Implications of our research are discussed in Section 6. Section 7 concludes the paper.

Literature review

Terrorists attack to attract attention towards political or social issues. They often choose
easy targets that when attacked have the potential to advertise their cause. Businesses are
an easy and preferred terrorist target. Over 60% of all terrorist attacks are on business
interests (Stecke and Kumar, 2009). Our research is specifically focused on terrorist
attacks on business interests.
The 9/11 attacks attracted a significant amount of research to address motives of
terrorism and the associated human and capital losses. Counterterrorism is a facet that is
well studied. Policies to preemptively counter terrorism have been found to have mixed
results. Using a theoretical model, Landes (1978) showed that an increase in metal
detectors and probability of apprehension makes it harder for terrorists to target airlines.

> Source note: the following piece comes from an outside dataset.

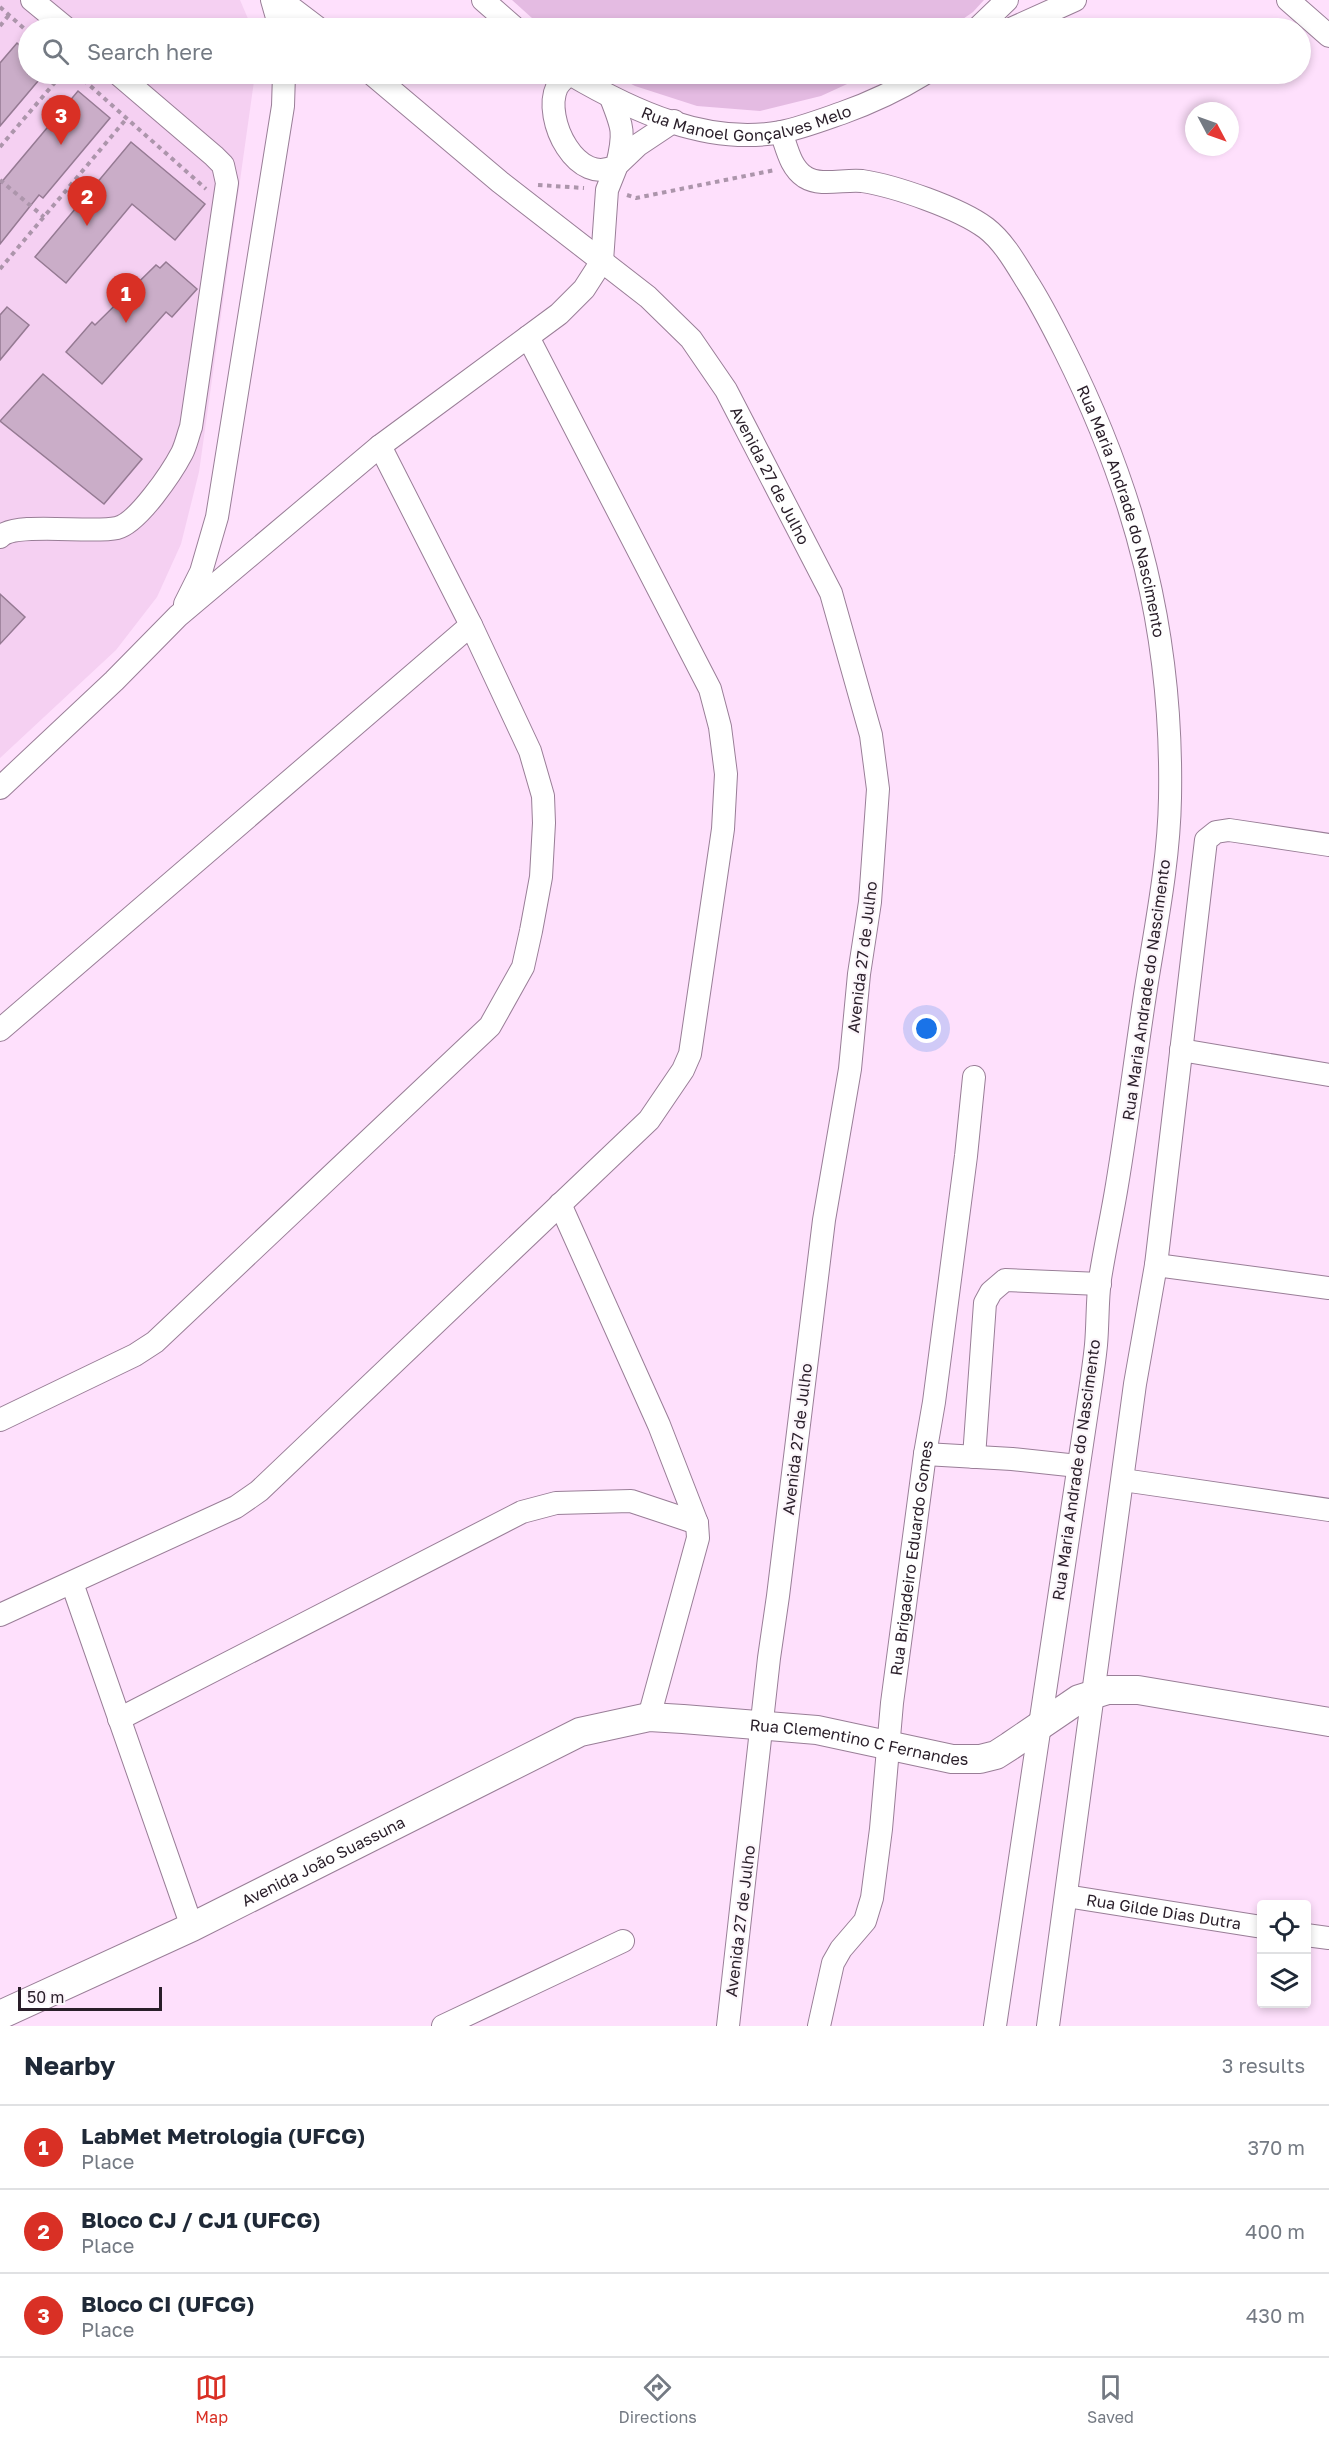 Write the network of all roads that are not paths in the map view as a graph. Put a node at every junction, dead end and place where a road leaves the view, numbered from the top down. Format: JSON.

The result could be decease in frequency of airplane skyjackings. Since terrorists are
utility maximising decision makers (Sandler, 2009), they react to target hardening by
focusing resources on other easier targets. Enders and Sandler (2006) found that
introduction of metal detectors decreased skyjacking at the cost of increase in other
hostage-taking incidents. Similarly, augmenting security reduced embassy attacks but
increased assassination of embassy officials at off-embassy locations. Terrorists choose
targets based on the easiness of successful attacks and the potential returns from an
attack. Since 9/11, an increased investment in hardening government and military targets
may have made businesses more vulnerable.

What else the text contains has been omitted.